Sophisticated synthesizers and computer-manipulated recordings are increasingly taking over orchestras. Sounding almost like real players, while costing much less, they're especially popular with provincial or touring companies.
But until mid-July - when West Side Story's producers announced that a synthesizer was replacing three live violinists and two cellists, or half the orchestra's string section - staff violinist Paul Woodiel thought that at least the classics would be immune to the trend.
"It was the last straw for me," Woodiel told AFP.
"I was a student and a friend of Leonard Bernstein and it's almost certain he wouldn't have allowed this. This isn't dinner theatre, it's not Las Vegas. It's Broadway and Leonard Bernstein was the greatest American musician."
Inert, artificial
Woodiel's own job was spared, but he caused a stir through the tight-knit Broadway world with a New York Times piece denouncing the "inert, artificial" synthesizer invasion.
The producers did not respond to AFP requests to be interviewed.
Synthesizers have in fact been around for decades, notably in pop music. What's changing is the ability of the machines to enter the far more sophisticated domain of classical orchestras.

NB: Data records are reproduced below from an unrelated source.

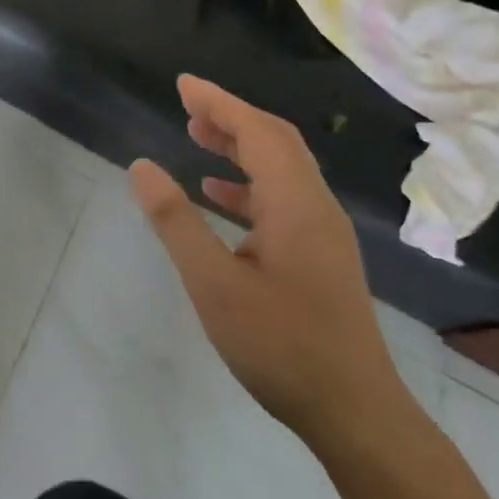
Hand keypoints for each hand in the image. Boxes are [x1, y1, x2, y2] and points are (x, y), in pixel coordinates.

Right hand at [130, 75, 410, 452]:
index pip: (256, 131)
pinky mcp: (322, 255)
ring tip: (197, 136)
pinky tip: (219, 195)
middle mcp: (316, 206)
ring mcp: (323, 232)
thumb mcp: (213, 284)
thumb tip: (141, 166)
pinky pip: (284, 196)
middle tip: (187, 104)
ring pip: (282, 167)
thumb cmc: (281, 345)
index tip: (183, 84)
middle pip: (275, 141)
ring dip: (241, 145)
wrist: (357, 415)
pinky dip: (250, 181)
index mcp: (295, 203)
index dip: (218, 102)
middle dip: (230, 115)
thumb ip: (175, 221)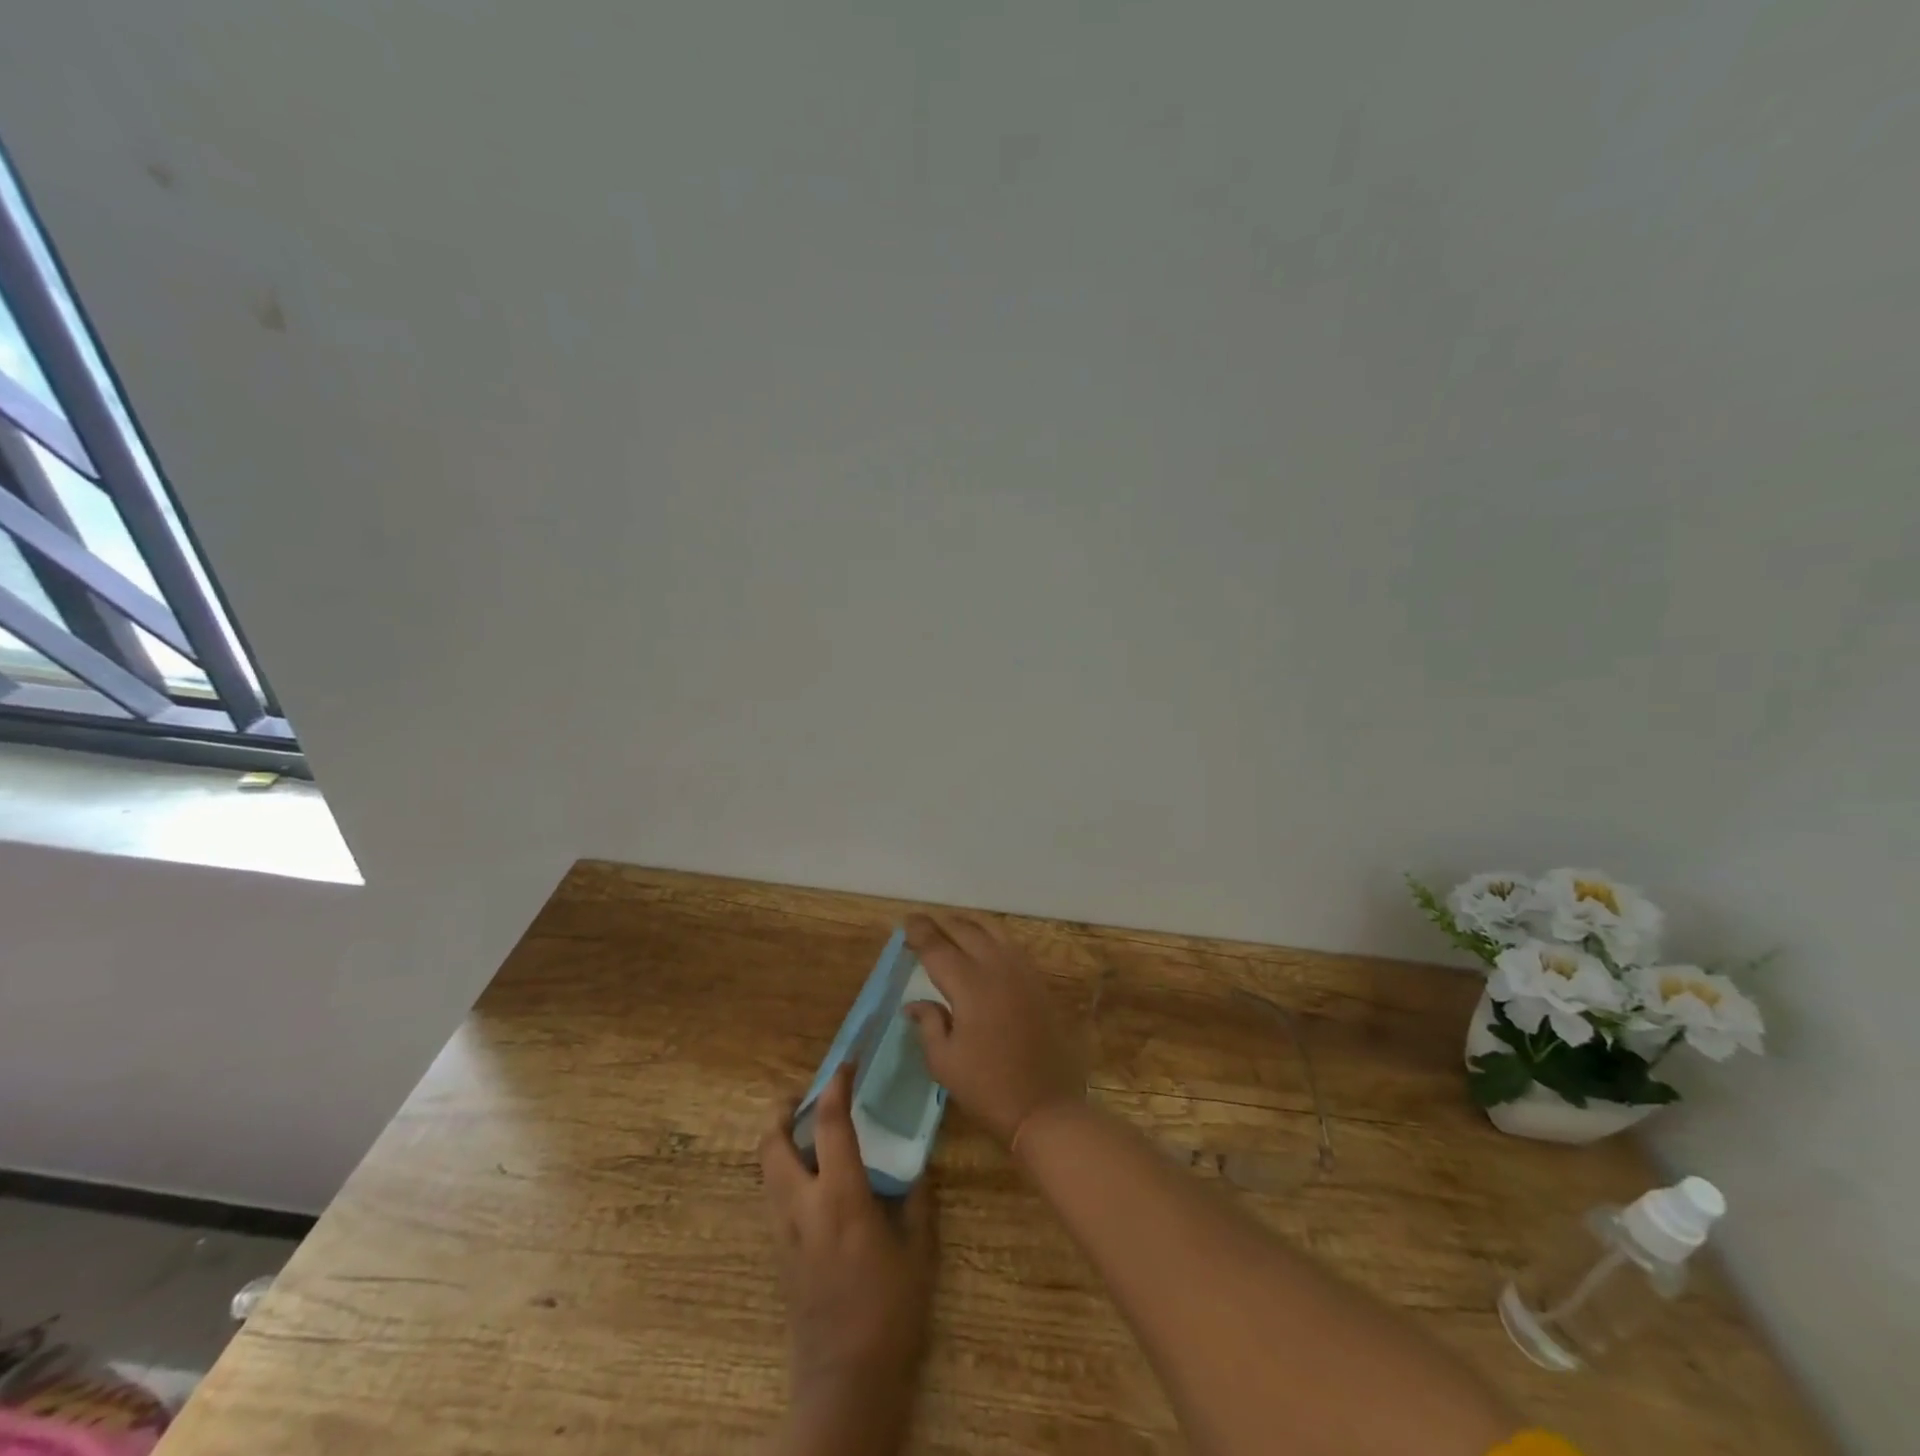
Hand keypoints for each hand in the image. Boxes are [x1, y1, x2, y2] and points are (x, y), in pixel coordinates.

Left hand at [759, 1065, 934, 1455]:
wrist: (846, 1381)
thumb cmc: (890, 1311)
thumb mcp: (918, 1249)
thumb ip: (916, 1199)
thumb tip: (916, 1164)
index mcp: (841, 1197)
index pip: (830, 1123)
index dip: (835, 1085)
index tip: (846, 1064)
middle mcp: (802, 1206)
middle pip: (772, 1142)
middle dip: (783, 1111)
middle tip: (807, 1097)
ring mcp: (784, 1231)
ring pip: (765, 1169)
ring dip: (779, 1140)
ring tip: (808, 1132)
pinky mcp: (778, 1253)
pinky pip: (773, 1196)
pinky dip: (784, 1171)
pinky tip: (813, 1180)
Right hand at [902, 911, 1085, 1148]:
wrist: (1046, 1107)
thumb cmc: (988, 1088)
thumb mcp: (944, 1062)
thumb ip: (929, 1024)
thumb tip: (914, 1003)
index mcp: (969, 985)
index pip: (938, 947)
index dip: (920, 932)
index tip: (907, 922)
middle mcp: (997, 968)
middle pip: (966, 931)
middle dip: (942, 923)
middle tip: (924, 923)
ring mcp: (1023, 972)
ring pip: (994, 931)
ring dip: (970, 924)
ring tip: (953, 926)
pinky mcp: (1039, 983)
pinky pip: (1012, 946)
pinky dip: (993, 937)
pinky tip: (985, 946)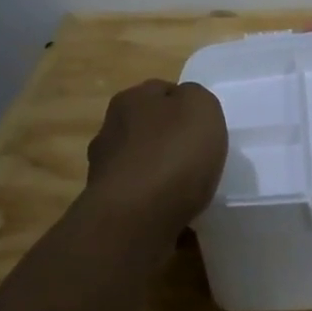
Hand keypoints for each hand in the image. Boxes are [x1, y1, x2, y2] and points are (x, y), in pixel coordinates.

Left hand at [85, 79, 228, 233]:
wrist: (136, 219)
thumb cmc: (173, 154)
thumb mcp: (202, 106)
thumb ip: (196, 97)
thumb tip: (185, 105)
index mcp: (130, 100)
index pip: (162, 91)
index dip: (186, 106)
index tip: (206, 128)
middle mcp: (110, 130)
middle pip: (149, 130)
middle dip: (171, 142)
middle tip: (200, 159)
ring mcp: (105, 172)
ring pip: (144, 167)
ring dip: (163, 177)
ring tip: (191, 193)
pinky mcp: (109, 208)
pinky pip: (142, 202)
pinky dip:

"The computer gives you so much more power now. There's ridiculous stuff," says Mike Levine, editor of Electronic Music Magazine.
There are computer programs able to read and play back music scores - a boon to composers who can now hear their work as they write - and software allowing conductors to control the tempo of the machine, in the same way that they direct live players.

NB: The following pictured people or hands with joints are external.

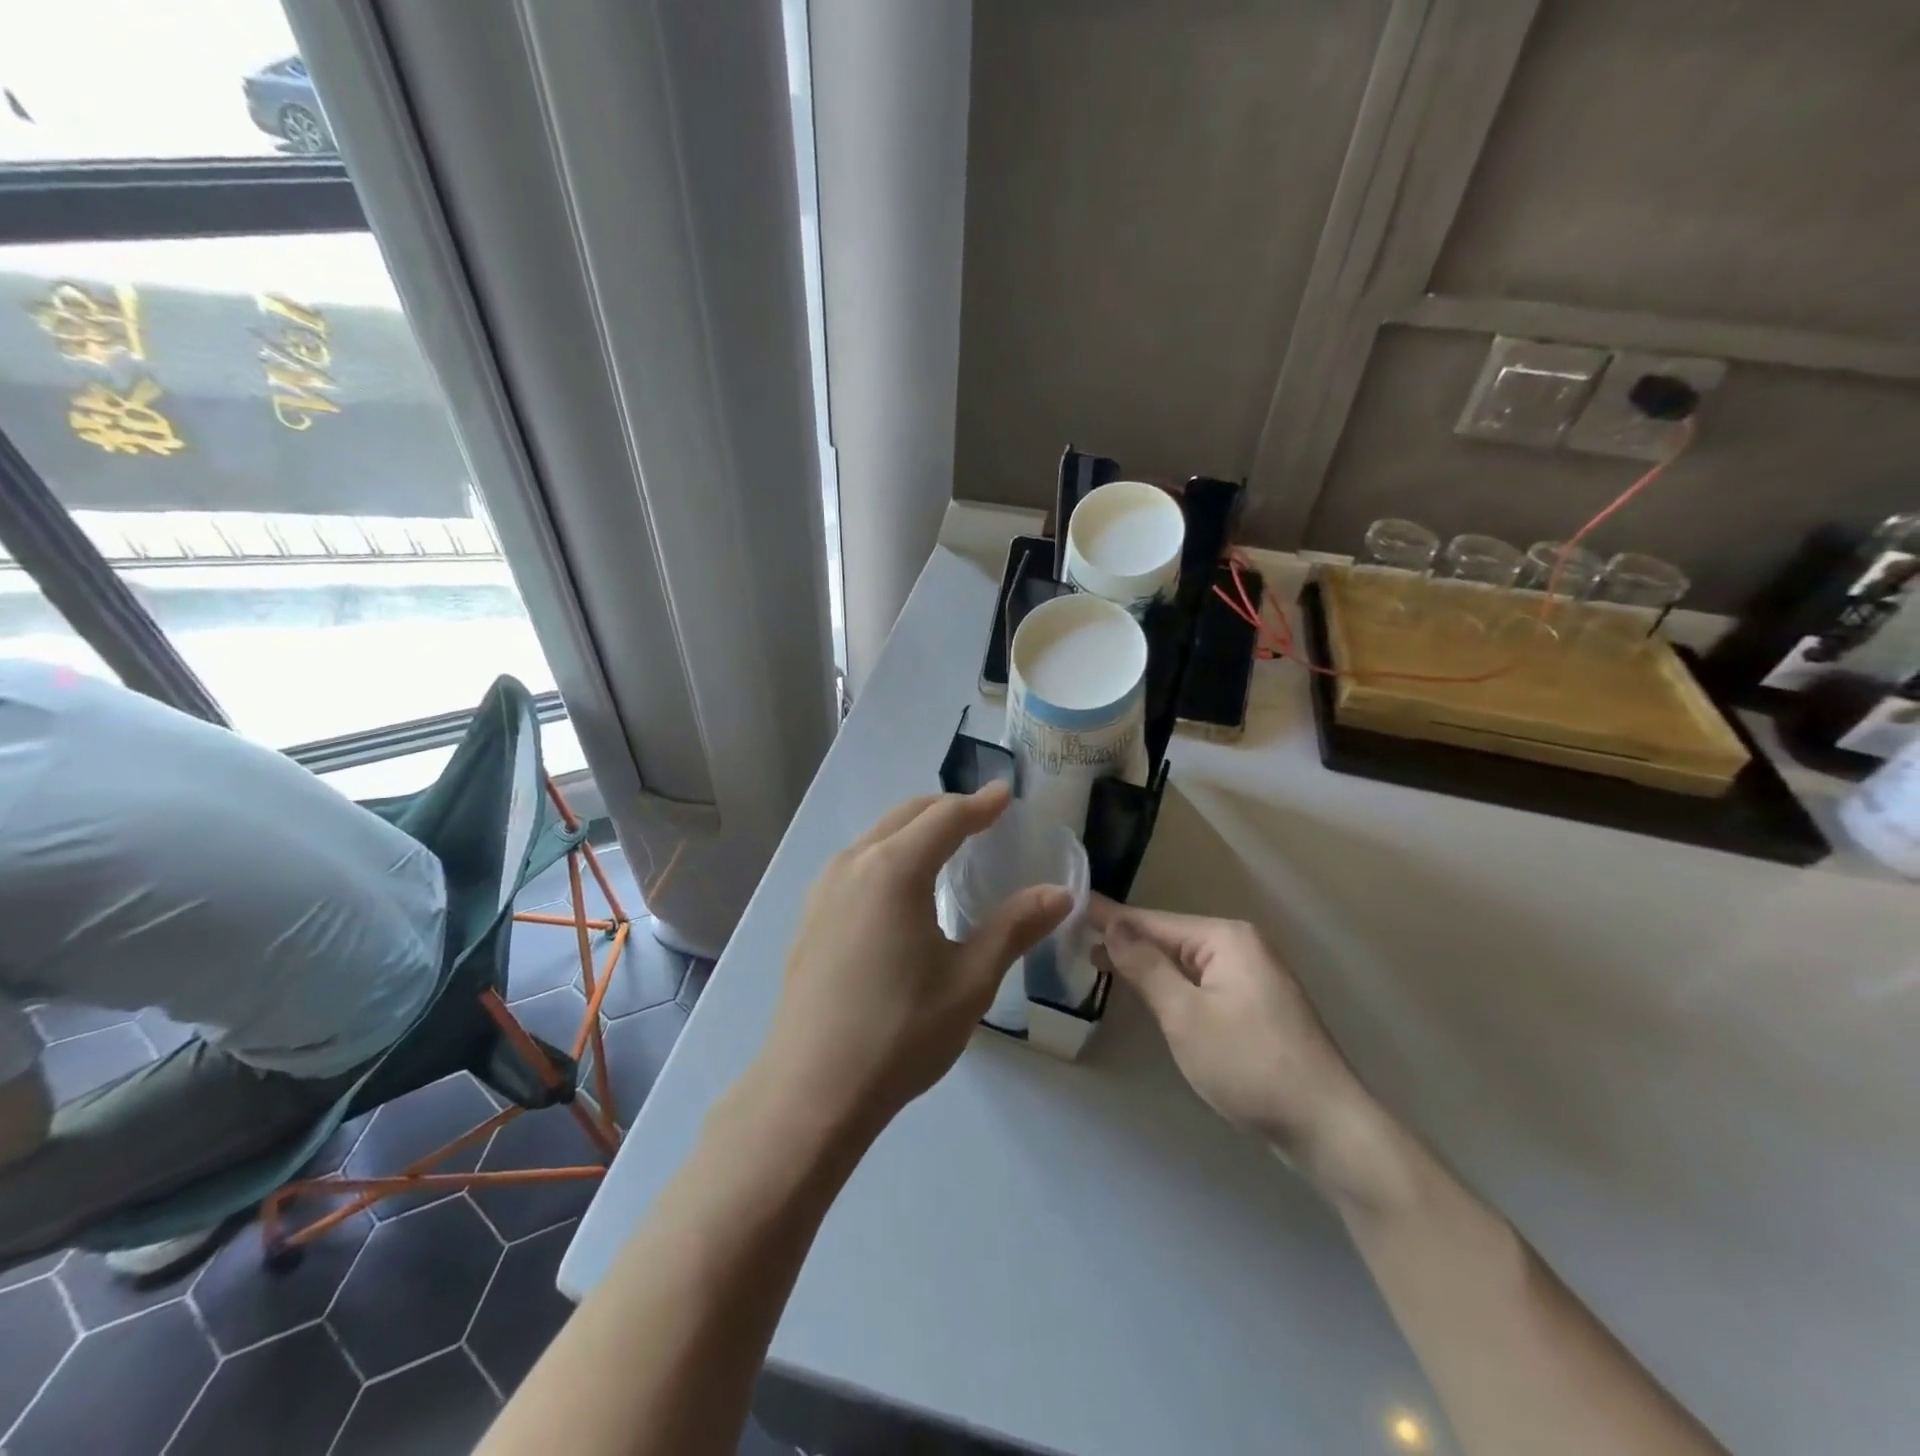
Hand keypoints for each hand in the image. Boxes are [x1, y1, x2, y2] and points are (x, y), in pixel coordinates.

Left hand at [759, 784, 1072, 1135]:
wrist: (811, 1091)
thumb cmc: (900, 1032)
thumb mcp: (970, 980)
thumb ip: (1015, 927)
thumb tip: (1060, 894)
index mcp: (894, 869)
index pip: (945, 817)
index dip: (980, 805)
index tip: (1006, 795)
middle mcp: (854, 864)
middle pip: (907, 815)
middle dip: (947, 809)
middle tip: (983, 817)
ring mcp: (824, 889)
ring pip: (877, 837)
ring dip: (914, 829)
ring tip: (947, 846)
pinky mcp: (810, 916)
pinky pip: (857, 863)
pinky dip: (889, 854)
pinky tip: (902, 888)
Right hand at [1091, 900, 1398, 1202]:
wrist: (1327, 1127)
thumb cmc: (1249, 1064)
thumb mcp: (1185, 1015)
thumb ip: (1145, 967)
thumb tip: (1113, 923)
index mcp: (1226, 938)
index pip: (1153, 921)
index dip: (1110, 917)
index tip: (1070, 905)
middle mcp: (1242, 946)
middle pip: (1170, 938)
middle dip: (1126, 941)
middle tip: (1073, 939)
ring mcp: (1253, 975)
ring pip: (1185, 962)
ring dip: (1146, 964)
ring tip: (1097, 960)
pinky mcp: (1256, 1005)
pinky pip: (1202, 982)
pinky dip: (1171, 984)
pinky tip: (1147, 989)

"It has gotten very, very good with something like drums and bass and strings," Levine said. "With piano they can model almost anything."
Levine said the growing use of synthesizers is positive for basement bands and other music industry start-ups, but a menace to jobs in large, labour-intensive ensembles like orchestras.
"It's all about money and the producers want to make as much money as possible," Levine said. "They always did."